Most of the cars were retired more than 10 years ago, when more than 1,000 of them were shipped to coastal areas in Delaware, New Jersey, and Georgia and dropped on the ocean floor as part of an artificial reef program.

Winners of the 2021 Ocean Art Underwater Photo Contest (The Atlantic)

The judging for the 10th annual Ocean Art Underwater Photo Contest, organized by the Underwater Photography Guide, has finished, and the winning images and photographers have been announced. The photographer Luc Rooman won Best in Show for his image of a pair of fighting pike. The organizers of the contest have once more shared some of the winners and honorable mentions from 13 categories.

Ocean heat waves trigger ‘squid bloom’ along Pacific coast, scientists say (The Seattle Times)

Marine heat waves driven by climate change have fueled a dramatic increase in market squid along the Washington and Oregon coast over the past two decades, new research shows.

Market squid from central California to northern Washington saw a fivefold increase over the past 22 years, according to a report published by the American Fisheries Society last month. But the largest swells were seen in Washington and Oregon, where models showed each state respectively saw a 39-fold and 25-fold increase in population density of squid during the examined time frame.

SUSTAINABLE AND INNOVATIVE BUSINESS

Algae Market Potentially Worth $320 Billion Draws Honda, Eneos (Bloomberg News)

Oil refiner Eneos Holdings Inc. and Honda Motor Co. are among a group of more than 35 Japanese companies and institutions that have banded together to try to tap the potential of microalgae to help replace fossil fuels and to provide an array of food and consumer goods products.

By banding together under an initiative called Matsuri (Microalgae Towards Sustainable & Resilient Industry), the group is hoping to create enough demand for the phytoplankton to make a large-scale algae farm viable in Malaysia.

How Japan Is Promoting Ocean Sustainability Through Science And Startups (Forbes)

Individuals and organizations around the world are racing to cut emissions to prevent the worst outcomes of global warming. These efforts usually focus on the atmosphere, but the oceans of our planet absorb about 30% of human-generated carbon dioxide. The U.N. Sustainable Development Goals (SDGs) call for the conservation, sustainable use of oceans, seas and marine resources as one of 17 strategies to transform our world. In Japan, a maritime nation of over 6,800 islands, scientists and entrepreneurs are applying leading-edge science and technology to change our relationship with oceans and protect them, and our planet, for future generations.
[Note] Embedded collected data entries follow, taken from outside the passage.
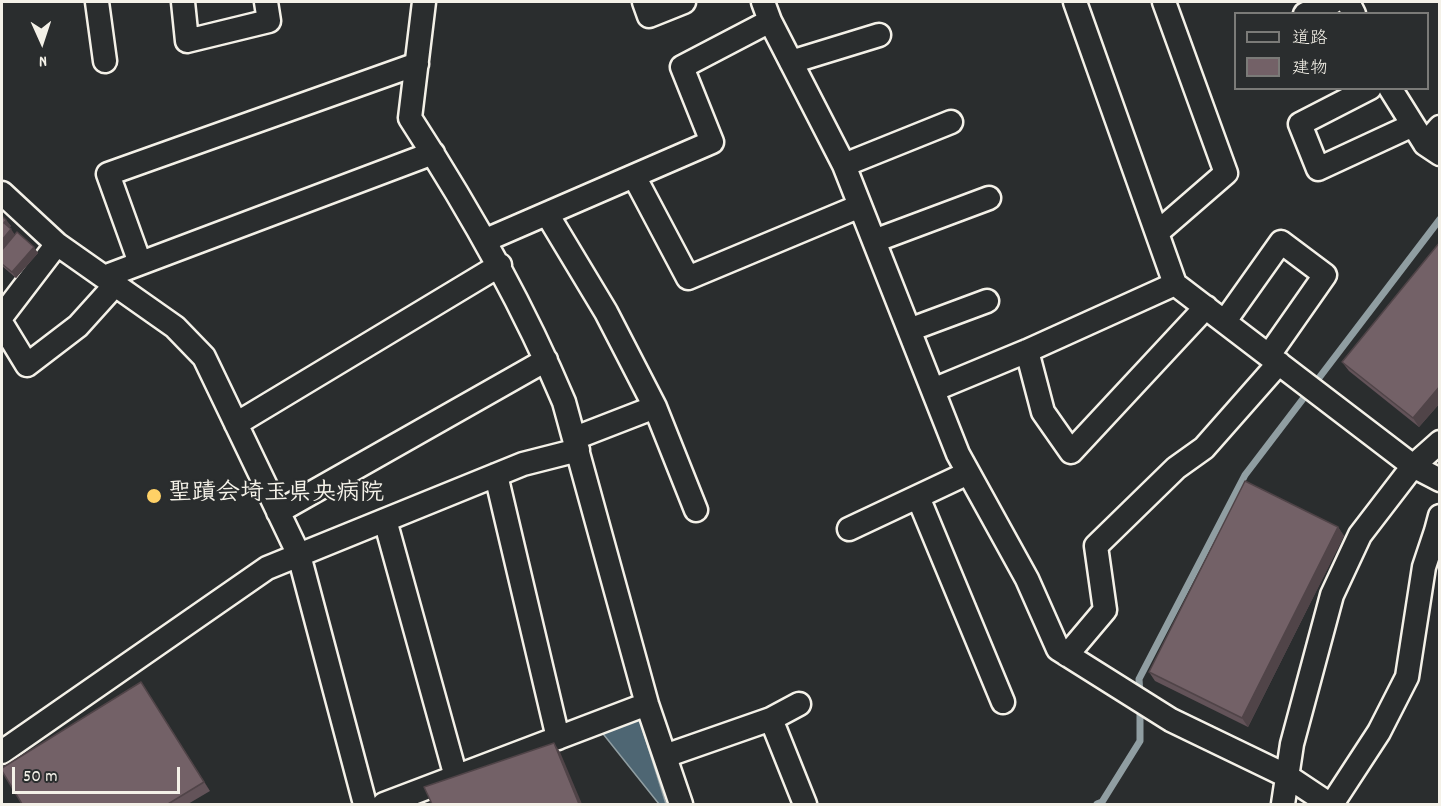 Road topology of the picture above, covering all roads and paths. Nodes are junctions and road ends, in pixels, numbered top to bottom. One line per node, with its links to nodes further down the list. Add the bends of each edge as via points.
1 (97, 2): 13 (street)
2 (183, 2): 3 (street, via 187,41 269,21)
3 (266, 2)
4 (424, 2): 15 (street)
5 (644, 2): 6 (street, via 649,16)
6 (684, 2)
7 (1075, 2): 29 (street)
8 (1164, 2): 29 (street, via 1226,173)
9 (1333, 2): 11 (street)
10 (766, 11): 14 (street); 24 (street, via 682,67 712,142)
11 (1310, 12)
12 (879, 35): 14 (street)
13 (105, 61)
14 (791, 62): 23 (street)
15 (417, 64): 22 (street, via 410,118); 33 (street, via 108,174)
16 (1366, 90): 19 (street, via 1300,124 1318,169)
17 (1391, 90): 19 (street)
18 (951, 122): 23 (street)
19 (1413, 125): 21 (street)
20 (1440, 127): 21 (street)
21 (1432, 149)
22 (433, 153): 30 (street); 33 (street)
23 (844, 165): 27 (street)
24 (634, 176): 27 (street, via 688,278); 28 (street)
25 (2, 193): 32 (street)
26 (989, 198): 31 (street)
27 (860, 206): 31 (street)
28 (547, 214): 30 (street); 47 (street, via 606,312)
29 (1158, 232): 36 (street)
30 (486, 240): 34 (street)
31 (874, 241): 42 (street)
32 (57, 244): 35 (street); 39 (street)
33 (140, 263): 35 (street)
34 (500, 265): 45 (street); 48 (street)
35 (109, 281): 41 (street, via 78,326 27,365); 48 (street, via 175,327 204,357)
36 (1175, 284): 38 (street); 43 (street)
37 (987, 301): 42 (street)
38 (1206, 307): 40 (street); 43 (street, via 1071,452 1043,412)
39 (2, 316)
40 (1225, 321): 44 (street); 44 (street, via 1281,243 1325,275)
41 (2, 324)
42 (909, 330): 46 (street)
43 (1027, 351): 46 (street)
44 (1274, 359): 51 (street); 62 (street, via 1204,448 1176,468 1096,546 1105,610)
45 (546, 360): 50 (street); 57 (street)
46 (933, 390): 52 (street)
47 (655, 407): 50 (street); 56 (street)
48 (236, 424): 57 (street)
49 (1440, 442): 51 (street)
50 (576, 444): 53 (street); 64 (street)
51 (1413, 466): 54 (street); 70 (street, via 1360,535 1332,596)
52 (968, 473): 55 (street); 62 (street, via 1026,579 1058,649)
53 (496, 475): 59 (street); 67 (street)
54 (1440, 480)
55 (918, 497): 60 (street); 63 (street)
56 (696, 510)
57 (278, 512): 61 (street)
58 (1440, 516): 77 (street, via 1424,567 1407,677 1378,732)
59 (385, 520): 61 (street); 71 (street)
60 (849, 529)
61 (298, 555): 68 (street, via 267,568); 72 (street)
62 (1067, 655): 70 (street, via 1171,720)
63 (1002, 702)
64 (647, 704): 67 (street); 69 (street)
65 (799, 704): 66 (street)
66 (771, 719): 69 (street); 75 (street)
67 (558, 738): 71 (street)
68 (2, 752)
69 (665, 756): 74 (street)
70 (1287, 776): 76 (street); 77 (street)
71 (456, 777): 73 (street)
72 (365, 804)
73 (384, 804)
74 (681, 804)
75 (805, 804)
76 (1283, 804)
77 (1330, 804)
Modern governments all need a ministry of the oceans – here’s why (The Conversation)

The ocean is becoming ever more central to our economies. Around 80% of internationally traded goods are transported by sea, and even brief blockages cause panic in global markets. Fishing remains big business, but in the 21st-century fish farming is even bigger.

Most fossil fuel discoveries this century have happened offshore, and offshore wind or wave power will be key to the green transition. As minerals vital to hi-tech industries become scarce on dry land, companies are eyeing the vast mineral wealth of the deep seabed instead.

All these trends contribute to what social scientists have called the “blue acceleration” – a trajectory towards a more intense reliance on the ocean and its resources.

EDUCATION

30 Ways Science Educators Teach With The New York Times (The New York Times)

On February 10th, we’re hosting a webinar about teaching science with The New York Times. In preparation for that event, we put a call out to educators: We wanted to hear about the many different ways science educators use the articles, graphs and multimedia in The New York Times to help students connect the concepts they’re learning in school to current events.

San Diego college student pens children’s book to encourage underrepresented kids in STEM (The San Diego Union-Tribune)

While Taylor Brown thought she was better at science and math than she was at English and writing, it turns out that she could pursue both. She made the switch to STEM (science, technology, engineering, math) subjects in high school, but during a recent summer research program in Sweden, she found time to write and publish her first children’s book, “What Do You Know About…STEM!”